While it was the organization’s first time being at this event, Cats and Comics Rescue often attended Comic-Con.
“When we go to Comic-Con, no one expects cats, so we have a huge crowd of people that adopt and love to see cats,” Jeremy Guerra, founder of Cats and Comics Rescue, said.
According to their website, their mission is to provide socialization for sheltered cats to better their chances of survival and finding a home. Guests can come in to read comic books and play board games, all while interacting with cats up for adoption. Interacting with animals can be beneficial for humans, but human interaction is just as important for cats looking to be adopted since it makes them more comfortable and friendly, two aspects that everyone looks for in a housecat.
Precious Purrs Feline Rescue, a nonprofit rescue for stray and abandoned cats, had a variety of breeds and ages up for adoption and was selling See’s Candies as part of their fundraiser. While they were there at the event to find homes for their cats, they handled adoption differently than other rescue shelters.
Kittie Aleman, president of Precious Purrs Feline Rescue, said that she never allows someone to adopt a cat then and there. Instead, she sets up meetings between the potential adopter and the cat they are interested in. While she knows it is not a conventional way of adopting an animal, she does it to ensure that the cat is going to a safe and loving home.
“For the most part, we’ve had amazing adopters because we model ourselves a little differently because we look at it as (if) you’re not adopting a cat, you’re adopting into our family,” Aleman said. “We offer support after the adoption. The majority of our adopters, we keep in touch with… after they adopt a cat, they receive my personal phone number. If they’re worried about their cat at two in the morning, I’m worried about their cat at two in the morning.”
Precious Purrs Feline Rescue got its start in 2020 when the pandemic was at its highest.

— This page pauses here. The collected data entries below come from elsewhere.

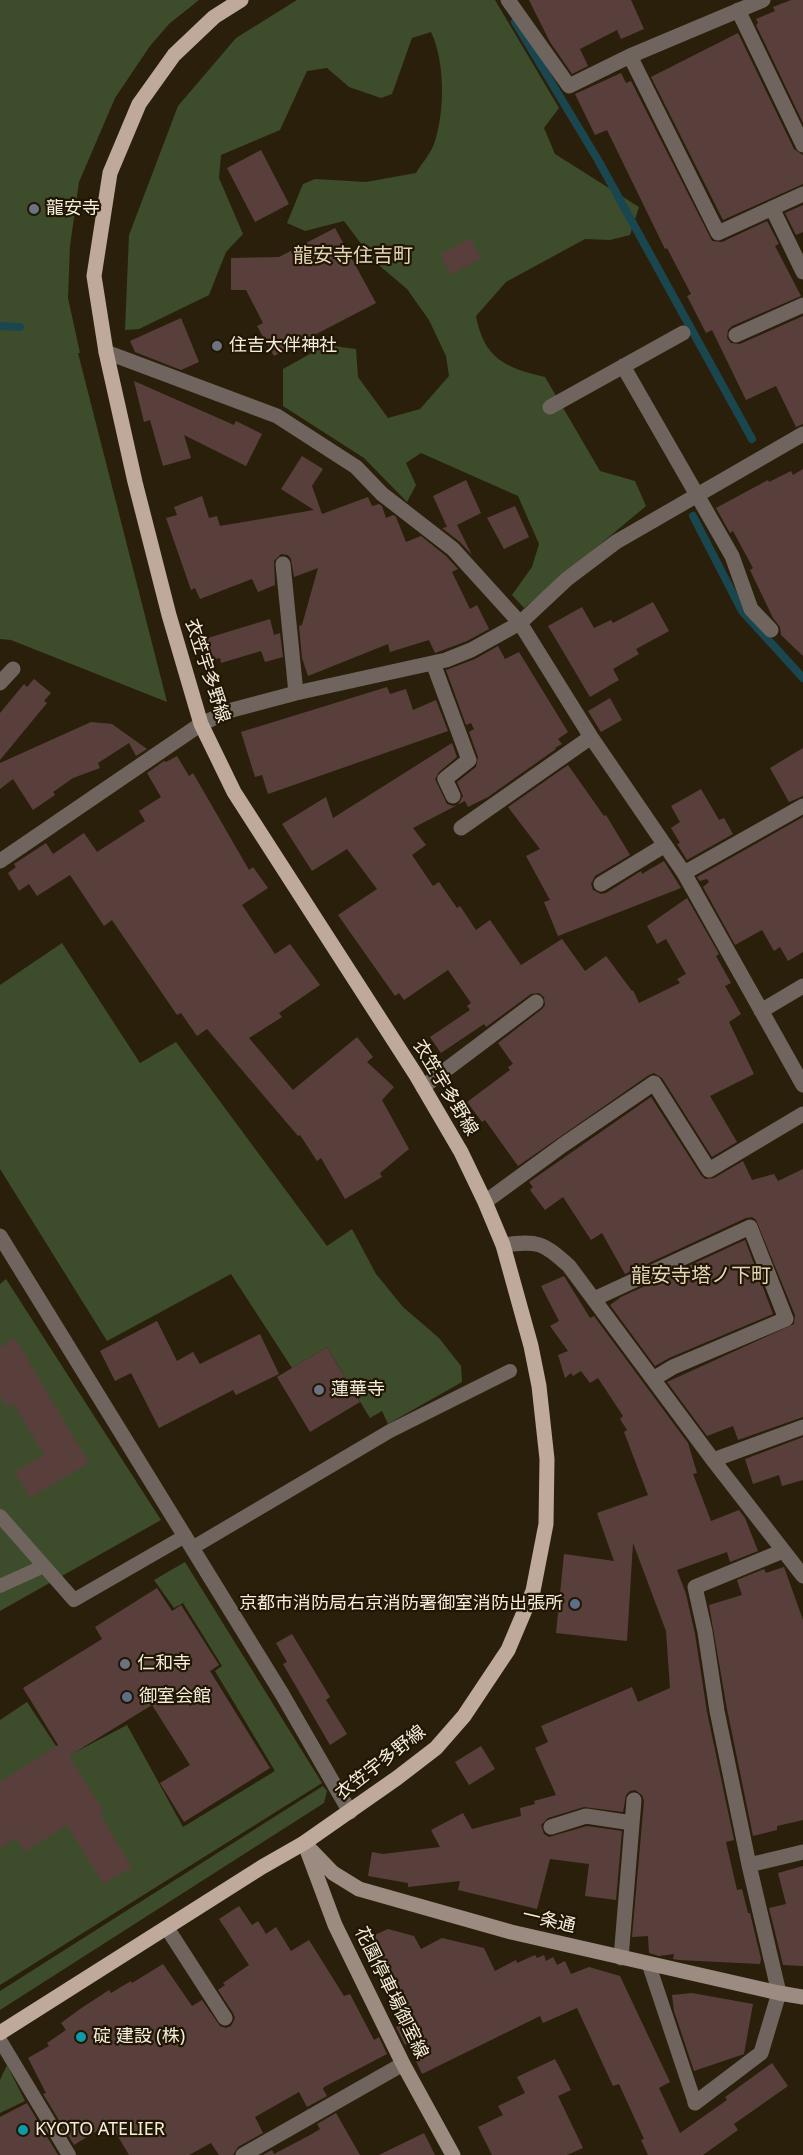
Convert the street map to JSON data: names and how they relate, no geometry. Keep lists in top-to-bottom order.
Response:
{
  "streets": {
    "main road": ["衣笠宇多野線", "一条通", "花園停車場御室線"]
  },
  "crossings": [
    ["衣笠宇多野線", "一条通"],
    ["衣笠宇多野線", "花園停車場御室線"],
    ["一条通", "花園停車場御室線"]
  ],
  "districts": ["龍安寺住吉町", "龍安寺塔ノ下町"],
  "places": [
    "龍安寺",
    "住吉大伴神社",
    "蓮華寺",
    "京都市消防局右京消防署御室消防出張所",
    "仁和寺",
    "御室会館",
    "碇 建設 (株)",
    "KYOTO ATELIER"
  ]
}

Aleman and her husband started rescuing cats and took them into their home, but once it got too crowded, they used their business backgrounds to create an organization dedicated to the well-being of cats.

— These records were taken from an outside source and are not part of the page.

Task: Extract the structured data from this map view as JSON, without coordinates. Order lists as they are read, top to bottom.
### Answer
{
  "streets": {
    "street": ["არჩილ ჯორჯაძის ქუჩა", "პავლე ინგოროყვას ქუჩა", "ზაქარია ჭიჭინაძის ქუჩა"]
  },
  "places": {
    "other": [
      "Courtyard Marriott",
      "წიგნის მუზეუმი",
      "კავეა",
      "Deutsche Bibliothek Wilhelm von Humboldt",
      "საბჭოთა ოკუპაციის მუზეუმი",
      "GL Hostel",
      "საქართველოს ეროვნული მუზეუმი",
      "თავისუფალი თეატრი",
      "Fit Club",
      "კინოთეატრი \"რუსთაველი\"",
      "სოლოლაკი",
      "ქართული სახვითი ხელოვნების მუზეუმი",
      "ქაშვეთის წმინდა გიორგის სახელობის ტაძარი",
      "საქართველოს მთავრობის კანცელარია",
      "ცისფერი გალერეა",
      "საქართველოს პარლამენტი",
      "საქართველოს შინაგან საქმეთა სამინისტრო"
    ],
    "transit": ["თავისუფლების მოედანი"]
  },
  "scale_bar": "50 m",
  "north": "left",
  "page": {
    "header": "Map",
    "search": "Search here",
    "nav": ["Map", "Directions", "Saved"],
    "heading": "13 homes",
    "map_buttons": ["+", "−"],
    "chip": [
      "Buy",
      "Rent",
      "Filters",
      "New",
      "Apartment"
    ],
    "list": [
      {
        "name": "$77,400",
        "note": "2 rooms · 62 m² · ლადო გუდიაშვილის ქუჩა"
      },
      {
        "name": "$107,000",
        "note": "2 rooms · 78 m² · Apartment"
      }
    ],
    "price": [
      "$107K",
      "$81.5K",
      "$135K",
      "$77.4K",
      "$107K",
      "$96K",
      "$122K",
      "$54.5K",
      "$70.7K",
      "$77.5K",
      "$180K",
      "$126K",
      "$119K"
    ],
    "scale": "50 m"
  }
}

Kitty Camp Corporation, another cat rescue organization in Norco, has a mission to provide homes for cats and kittens found on the Norco prison grounds. Blankets, both for owners and their furry companions, were for sale at the event to provide support to the organization. Through it, members are able to provide food to the cats remaining at the prison.

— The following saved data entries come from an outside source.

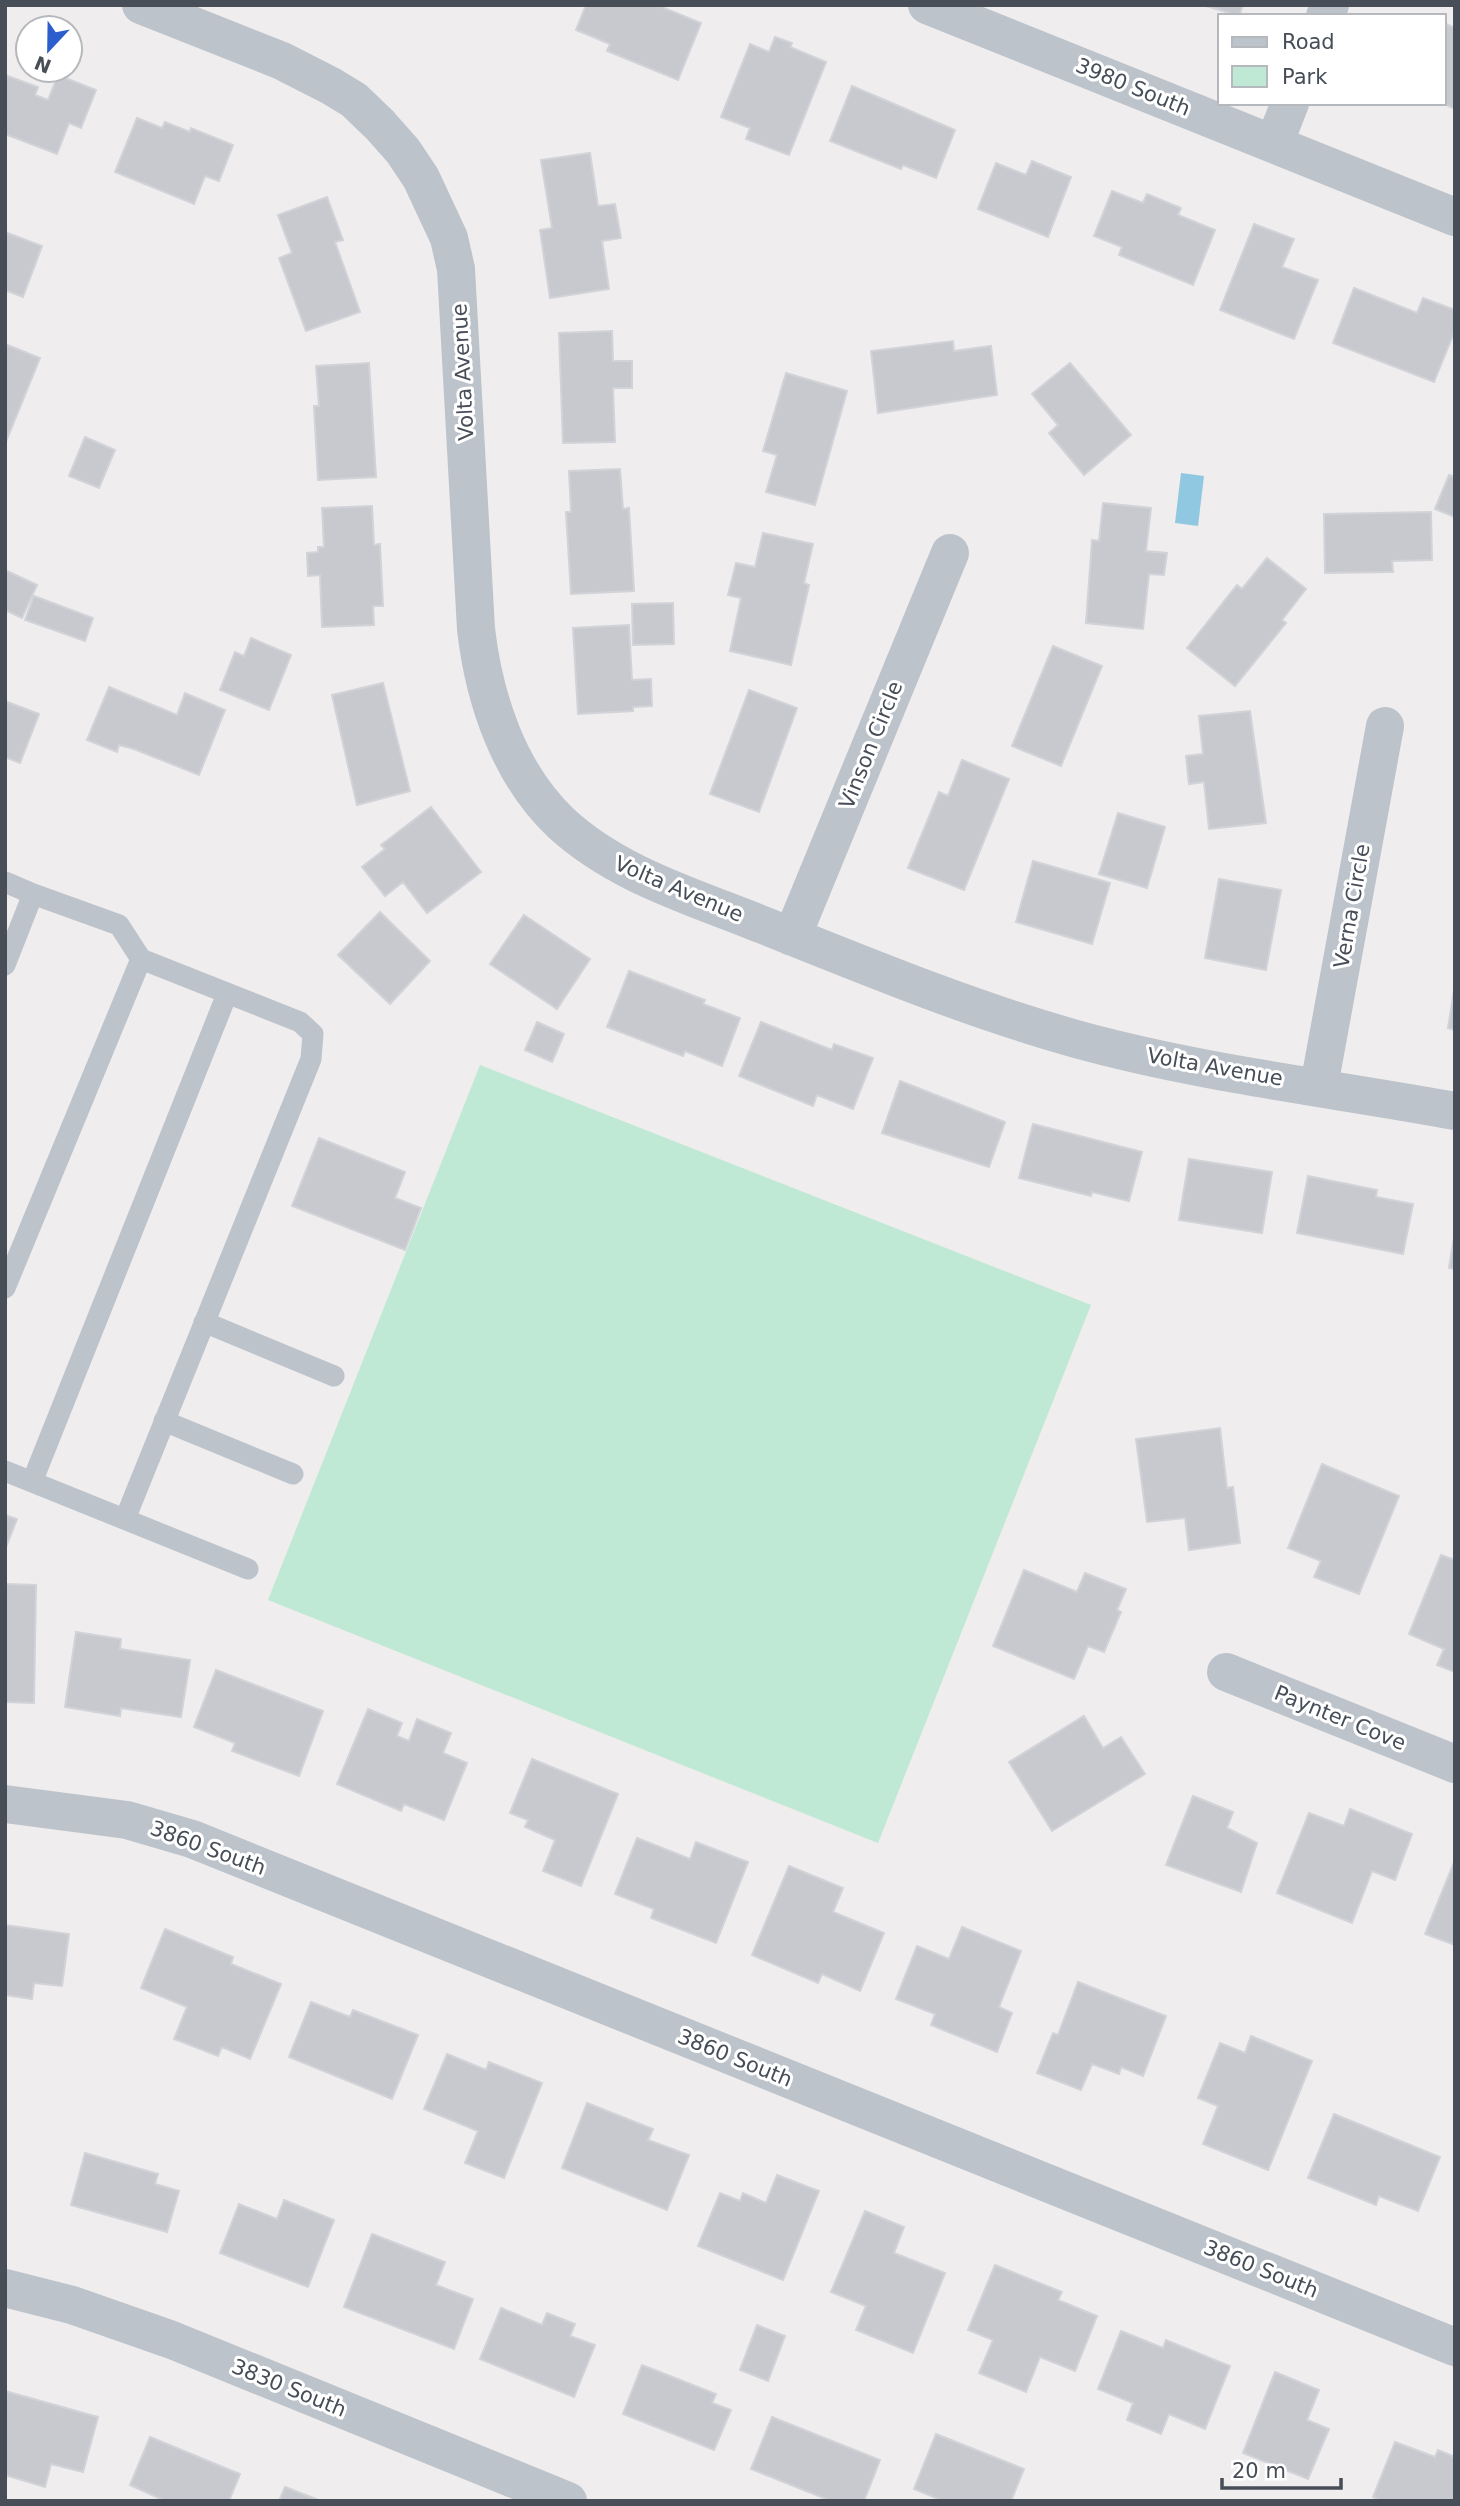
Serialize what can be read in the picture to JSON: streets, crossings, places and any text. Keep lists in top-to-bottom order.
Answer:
{
  "streets": {
    "street": [
      "3980 South",
      "Volta Avenue",
      "Vinson Circle",
      "Verna Circle",
      "Paynter Cove",
      "3860 South",
      "3830 South"
    ]
  },
  "crossings": [
    ["Volta Avenue", "Vinson Circle"],
    ["Volta Avenue", "Verna Circle"]
  ],
  "legend": ["Road", "Park"],
  "scale_bar": "20 m",
  "north": "bottom"
}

While Kitty Camp Corp. focuses its efforts on providing homes for the cats they have rescued, the organization strongly believes in controlling the population of stray cats. The reason why neighborhoods are so populated is because female cats are getting pregnant over and over and producing several litters with nowhere for these kittens to go. Then, as the female kittens get older, the cycle continues.
“We recommend that (people) trap (the cats), neuter them, and return them. That way, they continue to live but don’t continue to add to the population,” Julie LaPierre, vice president of Kitty Camp Corporation, said.